McGillis Hall thinks that should start with planning to avoid another disaster such as COVID brought to the health care system. She and several colleagues (including Sheri Price) have received Canadian Institutes of Health Research funding for a national study to look for ways to keep nurses on the job and reduce burnout, addressing the psycho-socio factors that have caused so much burnout among nurses. Their approach will be to ask nurses themselves what would help.
“We’re going to be asking nurses: what do we need to do to keep you?” McGillis Hall said. “What’s going on in your work environment as we come out of COVID, what do we need to do differently, and what will it take to get you to want to stay in the profession? For you, and for the next wave of students who emerge, what is needed? It’s really time that we heard nurses and listened to them.”
Improving health care teams, so nurses don’t feel they have to do everything themselves was a common theme in interviews. “Working together and recognizing opportunities to support one another is critically important,” said Price.
MacPhee said more effort needs to go into training different types of health professionals to work as teams, starting early with interprofessional undergraduate education. “This would be a benefit for all disciplines – to learn more about who does what and how a team can best support each other and patients and their families.”
Price believes there is a wealth of evidence available to overcome the crisis in Canadian nursing. Canada’s steady progress to a crisis-level shortage of nurses (even without the pandemic) was predicted more than 20 years ago and has been faithfully tracked and studied since. What’s needed now, she said, is to get health care policy makers and governments to act on the research evidence available.
Silas thinks the heart of the problem lies with governments that are well aware of the need for more nurses and for profound changes for all health care workers – but choose not to act on it. They know there’s evidence available showing how health care education should be reimagined, so teamwork is established from the beginning as the key to delivering high-quality care. They know work should be structured so everyone can use their knowledge and expertise most effectively; they certainly have no excuse not to see how imperative it is to support nurses in practical ways on the job, and with mental health programs to keep them well when they’re away from it.
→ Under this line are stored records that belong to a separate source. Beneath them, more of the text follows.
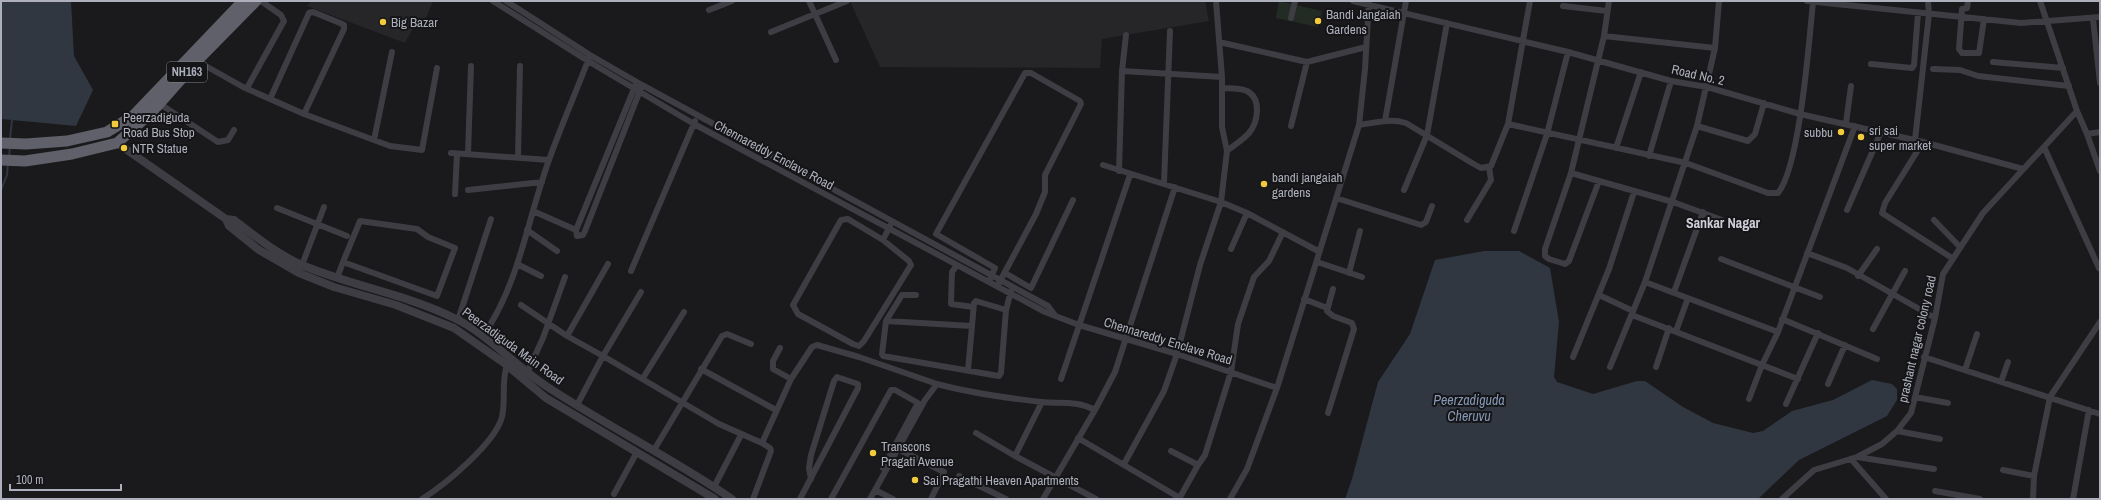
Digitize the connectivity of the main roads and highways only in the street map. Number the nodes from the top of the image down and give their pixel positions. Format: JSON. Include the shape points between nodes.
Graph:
{"nodes":[{"id":1,"x":243,"y":1,"type":"edge"},
{"id":2,"x":256,"y":1,"type":"edge"},
{"id":3,"x":1,"y":142,"type":"edge"},
{"id":4,"x":1,"y":160,"type":"edge"}],
"edges":[{"from":1,"to":3,"type":"highway","number":"NH163","via":[[133,116],[107,132],[67,141],[26,144]]},
{"from":2,"to":4,"type":"highway","number":"NH163","via":[[197,61],[160,104],[118,143],[26,161]]}]}
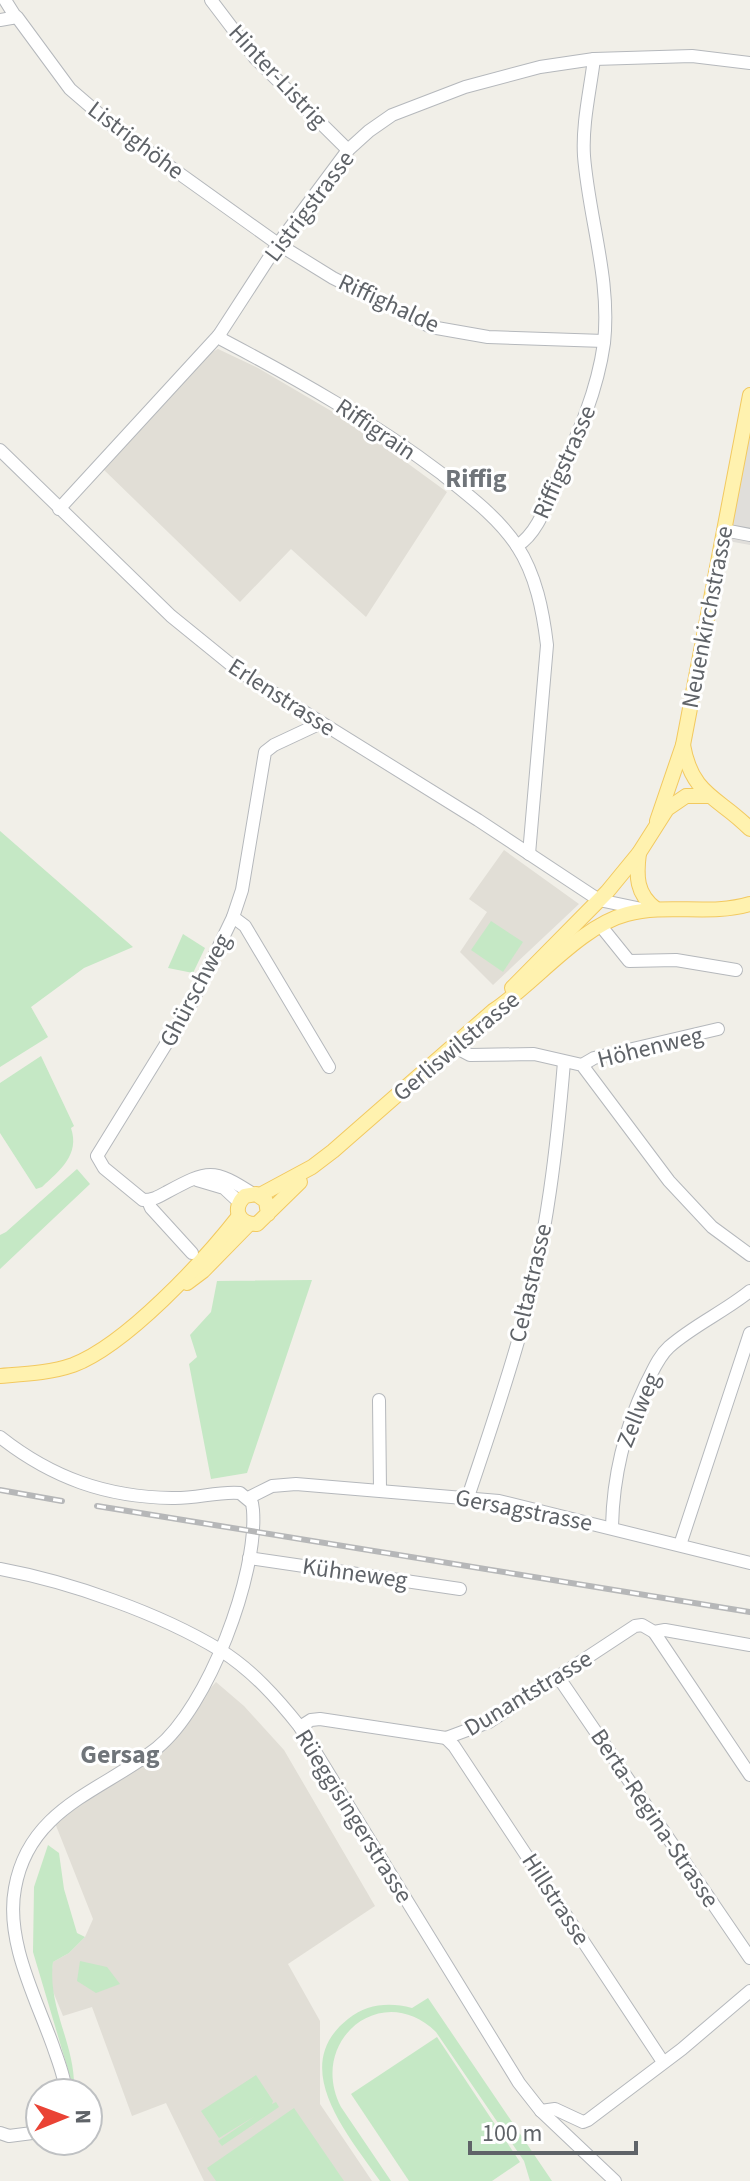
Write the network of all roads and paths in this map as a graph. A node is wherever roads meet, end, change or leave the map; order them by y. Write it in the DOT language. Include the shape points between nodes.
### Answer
graph roads {
  1 [pos="5,0"];
  2 [pos="211,0"];
  3 [pos="15,16"];
  4 [pos="0,20"];
  5 [pos="594,59"];
  6 [pos="750,63"];
  7 [pos="348,150"];
  8 [pos="278,244"];
  9 [pos="219,335"];
  10 [pos="604,341"];
  11 [pos="750,395"];
  12 [pos="0,450"];
  13 [pos="59,509"];
  14 [pos="724,530"];
  15 [pos="750,535"];
  16 [pos="517,546"];
  17 [pos="321,723"];
  18 [pos="683,745"];
  19 [pos="709,796"];
  20 [pos="657,821"];
  21 [pos="750,829"];
  22 [pos="639,853"];
  23 [pos="529,854"];
  24 [pos="599,900"];
  25 [pos="750,904"];
  26 [pos="651,909"];
  27 [pos="730,909"];
  28 [pos="750,912"];
  29 [pos="233,917"];
  30 [pos="600,925"];
  31 [pos="736,970"];
  32 [pos="493,1011"];
  33 [pos="718,1029"];
  34 [pos="453,1046"];
  35 [pos="564,1062"];
  36 [pos="582,1065"];
  37 [pos="329,1067"];
  38 [pos="312,1167"];
  39 [pos="193,1179"];
  40 [pos="256,1194"];
  41 [pos="148,1201"];
  42 [pos="242,1214"];
  43 [pos="268,1214"];
  44 [pos="192,1253"];
  45 [pos="750,1255"];
  46 [pos="750,1291"];
  47 [pos="750,1333"];
  48 [pos="747,1354"];
  49 [pos="0,1376"];
  50 [pos="379,1400"];
  51 [pos="0,1437"];
  52 [pos="380,1490"];
  53 [pos="468,1497"];
  54 [pos="248,1498"];
  55 [pos="612,1527"];
  56 [pos="680,1545"];
  57 [pos="249,1558"];
  58 [pos="750,1563"];
  59 [pos="0,1569"];
  60 [pos="460,1589"];
  61 [pos="654,1632"];
  62 [pos="750,1645"];
  63 [pos="220,1650"];
  64 [pos="559,1678"];
  65 [pos="300,1727"];
  66 [pos="446,1738"];
  67 [pos="750,1775"];
  68 [pos="750,1958"];
  69 [pos="750,1991"];
  70 [pos="663,2062"];
  71 [pos="62,2077"];
  72 [pos="541,2111"];
  73 [pos="0,2133"];
  74 [pos="24,2134"];
  75 [pos="615,2181"];
  1 -- 3 [label="street, Listrighöhe"];
  2 -- 7 [label="street, Hinter-Listrig" via="255,58"];
  3 -- 4 [label="street"];
  3 -- 8 [label="street, Listrighöhe" via="78,96"];
  5 -- 6 [label="street, Listrigstrasse" via="692,56"];
  5 -- 7 [label="street, Listrigstrasse" via="465,87 392,115"];
  5 -- 10 [label="street, Riffigstrasse" via="584,156 602,266"];
  7 -- 8 [label="street, Listrigstrasse"];
  8 -- 9 [label="street, Listrigstrasse"];
  8 -- 10 [label="street, Riffighalde" via="431,327 488,337"];
  9 -- 13 [label="street, Listrigstrasse"];
  9 -- 16 [label="street, Riffigrain" via="387,433 476,503"];
  10 -- 16 [label="street, Riffigstrasse" via="586,418 544,512"];
  11 -- 14 [label="main road, Neuenkirchstrasse"];
  12 -- 13 [label="street, Erlenstrasse"];
  13 -- 17 [label="street, Erlenstrasse" via="205,645"];
  14 -- 15 [label="street"];
  14 -- 18 [label="main road, Neuenkirchstrasse"];
  16 -- 23 [label="street, Riffigstrasse" via="536,587 547,645"];
  17 -- 23 [label="street, Erlenstrasse"];
  17 -- 29 [label="street, Ghürschweg" via="265,752"];
  18 -- 19 [label="main road" via="691,776"];
  18 -- 20 [label="main road, Neuenkirchstrasse"];
  19 -- 20 [label="main road" via="678,799"];
  19 -- 21 [label="main road"];
  20 -- 22 [label="main road"];
  22 -- 24 [label="main road"];
  22 -- 26 [label="main road" via="638,886"];
  23 -- 24 [label="street, Erlenstrasse"];
  24 -- 26 [label="street"];
  24 -- 32 [label="main road"];
  25 -- 27 [label="main road"];
  26 -- 27 [label="main road"];
  26 -- 30 [label="main road"];
  27 -- 28 [label="main road"];
  29 -- 37 [label="street" via="245,926"];
  29 -- 41 [label="street, Ghürschweg" via="192,1002 97,1156 104,1168"];
  30 -- 31 [label="street" via="629,961 676,960"];
  30 -- 32 [label="main road, Gerliswilstrasse"];
  32 -- 34 [label="main road, Gerliswilstrasse"];
  33 -- 36 [label="street, Höhenweg"];
  34 -- 35 [label="street" via="477,1056 534,1054"];
  34 -- 38 [label="main road, Gerliswilstrasse"];
  35 -- 36 [label="street"];
  35 -- 53 [label="street, Celtastrasse" via="538,1261"];
  36 -- 45 [label="street" via="669,1181 712,1227"];
  38 -- 40 [label="main road, Gerliswilstrasse"];
  38 -- 43 [label="main road, Gerliswilstrasse"];
  39 -- 40 [label="street" via="223,1175"];
  39 -- 41 [label="street"];
  39 -- 42 [label="street" via="224,1188"];
  40 -- 42 [label="main road" via="245,1196"];
  40 -- 43 [label="main road" via="266,1201"];
  41 -- 44 [label="street"];
  42 -- 43 [label="main road" via="261,1222"];
  42 -- 49 [label="main road" via="173,1290 112,1343 60,1369"];
  46 -- 55 [label="street, Zellweg" via="729,1309 696,1325 658,1359 619,1453"];
  47 -- 48 [label="street"];
  48 -- 56 [label="street"];
  50 -- 52 [label="street"];
  51 -- 54 [label="street, Gersagstrasse" via="47,1469 92,1487 172,1498 230,1492"];
  52 -- 53 [label="street, Gersagstrasse"];
  52 -- 54 [label="street, Gersagstrasse" via="284,1485"];
  53 -- 55 [label="street, Gersagstrasse"];
  54 -- 57 [label="street" via="254,1523"];
  55 -- 56 [label="street, Gersagstrasse"];
  56 -- 58 [label="street, Gersagstrasse"];
  57 -- 60 [label="street, Kühneweg"];
  57 -- 63 [label="street" via="234,1619"];
  59 -- 63 [label="street, Rüeggisingerstrasse" via="129,1606"];
  61 -- 62 [label="street, Dunantstrasse"];
  61 -- 64 [label="street, Dunantstrasse" via="635,1626"];
  61 -- 67 [label="street"];
  63 -- 65 [label="street, Rüeggisingerstrasse" via="267,1688"];
  63 -- 71 [label="street" via="184,1717 160,1745 52,1817 22,1865 13,1918 18,1948"];
  64 -- 66 [label="street, Dunantstrasse" via="489,1722"];
  64 -- 68 [label="street, Berta-Regina-Strasse"];
  65 -- 66 [label="street, Dunantstrasse" via="320,1719"];
  65 -- 72 [label="street, Rüeggisingerstrasse" via="499,2055"];
  66 -- 70 [label="street, Hillstrasse"];
  69 -- 70 [label="street"];
  70 -- 72 [label="street" via="583,2122 555,2109"];
  72 -- 75 [label="street, Rüeggisingerstrasse"];
  73 -- 74 [label="street"];
}
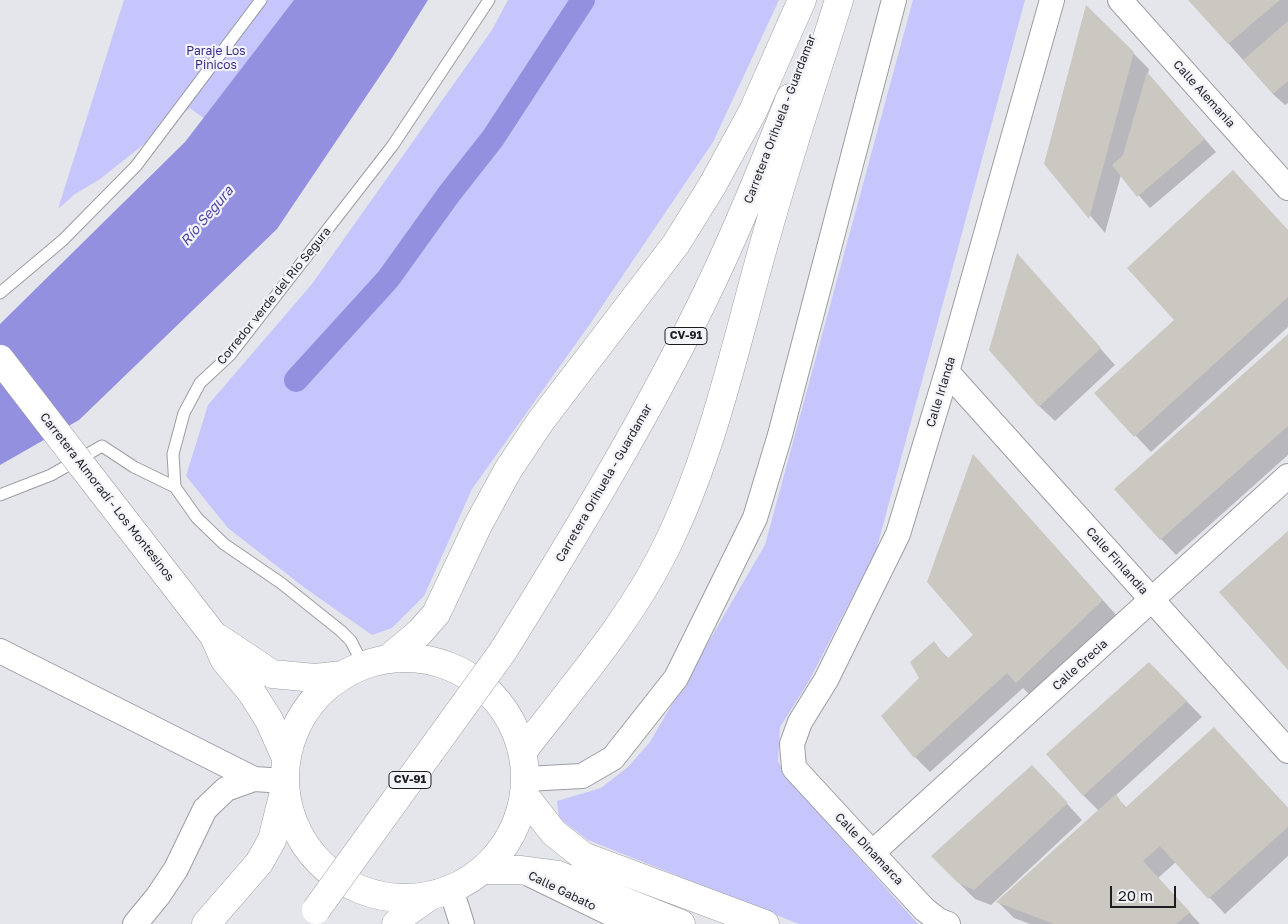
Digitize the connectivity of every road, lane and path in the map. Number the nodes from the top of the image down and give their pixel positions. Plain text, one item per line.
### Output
1 (261, 0) edge
2 (489, 0) edge
3 (802, 0) edge
4 (825, 0) edge
5 (839, 0) edge
6 (894, 0) edge
7 (1052, 0) edge
8 (1120, 0) edge
9 (1288, 188) edge
10 (0, 293) edge
11 (0, 359) edge
12 (947, 372) junction
13 (1288, 476) edge
14 (175, 487) junction
15 (0, 495) edge
16 (1152, 600) junction
17 (214, 636) junction
18 (0, 651) edge
19 (365, 666) junction
20 (523, 751) junction
21 (1288, 751) edge
22 (794, 768) joint
23 (285, 776) junction
24 (254, 779) junction
25 (525, 787) junction
26 (872, 853) junction
27 (483, 870) junction
28 (520, 870) junction
29 (440, 893) junction
30 (311, 917) edge
31 (135, 924) edge
32 (206, 924) edge
33 (396, 924) edge
34 (462, 924) edge
35 (632, 924) edge
36 (680, 924) edge
37 (765, 924) edge
38 (948, 924) edge

1 - 10 lane
2 - 14 lane, Corredor verde del Rio Segura
3 - 19 main road
4 - 30 main road, Carretera Orihuela - Guardamar / CV-91, bridge
5 - 20 main road
6 - 25 street
7 - 12 street, Calle Irlanda
8 - 9 street, Calle Alemania
11 - 17 main road, Carretera Almoradí - Los Montesinos, bridge
12 - 16 street, Calle Finlandia
12 - 22 street, Calle Irlanda
13 - 16 street, Calle Grecia
14 - 15 lane
14 - 19 lane
16 - 21 street, Calle Finlandia
16 - 26 street, Calle Grecia
17 - 19 main road, Carretera Almoradí - Los Montesinos
17 - 23 main road, Carretera Almoradí - Los Montesinos
18 - 24 street
19 - 20 main road, Carretera Almoradí - Los Montesinos
19 - 23 main road
20 - 25 main road, Carretera Almoradí - Los Montesinos
22 - 26 street, Calle Dinamarca
23 - 24 street
23 - 29 main road, Carretera Almoradí - Los Montesinos
23 - 32 main road
24 - 31 street
25 - 27 main road
25 - 37 main road
26 - 38 street, Calle Dinamarca
27 - 28 main road
27 - 29 main road
28 - 35 street, Calle Gabato
28 - 36 main road
29 - 33 main road
29 - 34 street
“We will never fix this human resources crisis without them first admitting we have a problem,” Silas said. “Governments have been told over and over, and shown the research and asked for funding to put best practices in place. National Nursing Week is always about great work nurses do; this year let’s focus on a vision of the great work they could be doing.”
“We need to paint a picture of the future, because if we paint a picture of today, it would be a bleak one,” Silas said.